Easy-to-read and understand detailed drug information and pill images for the patient or caregiver from Cerner Multum.
Proair in Detail - Patient Information: Side Effects
Stop using this medication and get emergency medical help if you have any of these signs of an allergic reaction: hives; difficulty breathing; swelling of your face, lips, tongue, or throat.
Call your doctor at once if you have a serious side effect such as:
- bronchospasm (wheezing, chest tightness, trouble breathing), especially after starting a new canister of this medicine;
- chest pain and fast, pounding, or uneven heart beats;
- tremor, nervousness;
- low potassium (confusion, uneven heart rate, extreme thirst, increased urination, leg discomfort, muscle weakness or limp feeling); or
- dangerously high blood pressure (severe headache, blurred vision, buzzing in your ears, anxiety, confusion, chest pain, shortness of breath, uneven heartbeats, seizure).
Less serious side effects may include:
- headache, dizziness, nervousness;
- sleep problems (insomnia);
- cough, hoarseness, sore throat, runny or stuffy nose;
- dry mouth and throat;
- muscle pain; or
This is not a complete list of side effects and others may occur. Tell your doctor about any unusual or bothersome side effect. You may report side effects to FDA at 1-800-FDA-1088.
Read the entire detailed patient monograph for Proair (Albuterol Sulfate Inhalation Aerosol) »
What is Patient Information Overview?
A concise overview of the drug for the patient or caregiver from First DataBank.
Proair Overview - Patient Information: Side Effects
Remember that your doctor has prescribed this medication because he or she has judged that the benefit to you is greater than the risk of side effects. Many people using this medication do not have serious side effects.
Tell your doctor right away if you have any serious side effects, including: fast/pounding heartbeat.
Get medical help right away if you have any rare but very serious side effects, including: chest pain, irregular heartbeat.

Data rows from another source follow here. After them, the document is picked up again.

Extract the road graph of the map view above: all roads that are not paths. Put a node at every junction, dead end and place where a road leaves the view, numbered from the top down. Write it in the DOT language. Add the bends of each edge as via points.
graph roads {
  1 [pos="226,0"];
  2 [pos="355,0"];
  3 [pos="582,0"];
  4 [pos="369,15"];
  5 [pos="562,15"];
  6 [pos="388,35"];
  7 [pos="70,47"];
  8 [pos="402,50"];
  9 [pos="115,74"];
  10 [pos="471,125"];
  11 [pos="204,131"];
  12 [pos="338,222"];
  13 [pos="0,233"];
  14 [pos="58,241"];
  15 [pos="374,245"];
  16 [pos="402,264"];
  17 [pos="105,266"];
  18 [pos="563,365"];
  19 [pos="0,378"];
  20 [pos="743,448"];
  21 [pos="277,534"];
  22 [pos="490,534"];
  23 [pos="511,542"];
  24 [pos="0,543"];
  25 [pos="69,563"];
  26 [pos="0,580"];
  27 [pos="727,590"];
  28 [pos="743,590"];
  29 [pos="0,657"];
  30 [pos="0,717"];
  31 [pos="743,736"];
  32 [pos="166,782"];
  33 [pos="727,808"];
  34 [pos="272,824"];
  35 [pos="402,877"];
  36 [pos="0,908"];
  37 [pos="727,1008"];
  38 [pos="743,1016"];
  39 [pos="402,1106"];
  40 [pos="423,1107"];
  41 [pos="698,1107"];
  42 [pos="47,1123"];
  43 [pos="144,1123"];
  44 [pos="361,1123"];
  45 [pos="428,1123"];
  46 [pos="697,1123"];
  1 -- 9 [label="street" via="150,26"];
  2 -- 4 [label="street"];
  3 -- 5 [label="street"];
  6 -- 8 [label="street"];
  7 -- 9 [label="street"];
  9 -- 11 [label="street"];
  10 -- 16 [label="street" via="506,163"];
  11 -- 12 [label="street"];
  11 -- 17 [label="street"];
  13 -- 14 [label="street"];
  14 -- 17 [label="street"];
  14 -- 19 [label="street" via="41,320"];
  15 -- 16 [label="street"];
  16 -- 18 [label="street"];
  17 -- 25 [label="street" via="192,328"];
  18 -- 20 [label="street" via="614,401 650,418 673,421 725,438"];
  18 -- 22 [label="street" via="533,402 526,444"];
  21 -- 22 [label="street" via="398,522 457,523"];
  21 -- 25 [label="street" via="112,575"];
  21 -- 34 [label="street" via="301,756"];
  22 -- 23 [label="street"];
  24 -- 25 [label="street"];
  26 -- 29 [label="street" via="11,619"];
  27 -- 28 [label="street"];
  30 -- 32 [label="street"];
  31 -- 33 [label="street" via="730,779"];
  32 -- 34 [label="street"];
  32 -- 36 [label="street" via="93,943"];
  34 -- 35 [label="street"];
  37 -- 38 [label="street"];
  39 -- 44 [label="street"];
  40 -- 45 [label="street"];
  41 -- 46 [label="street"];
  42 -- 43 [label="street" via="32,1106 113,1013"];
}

Rarely, this medication has caused severe (rarely fatal), sudden worsening of breathing problems/asthma (paradoxical bronchospasm). If you experience sudden wheezing, get medical help right away.
A very serious allergic reaction to this drug is rare. However, get medical help right away if you notice any symptoms of a serious allergic reaction, including: rash, itching/swelling (especially of the face/tongue/throat), severe dizziness, trouble breathing.
This is not a complete list of possible side effects. If you notice other effects not listed above, contact your doctor or pharmacist.
In the US -
Call your doctor for medical advice about side effects. You may report side effects to FDA at 1-800-FDA-1088.
In Canada - Call your doctor for medical advice about side effects. You may report side effects to Health Canada at 1-866-234-2345.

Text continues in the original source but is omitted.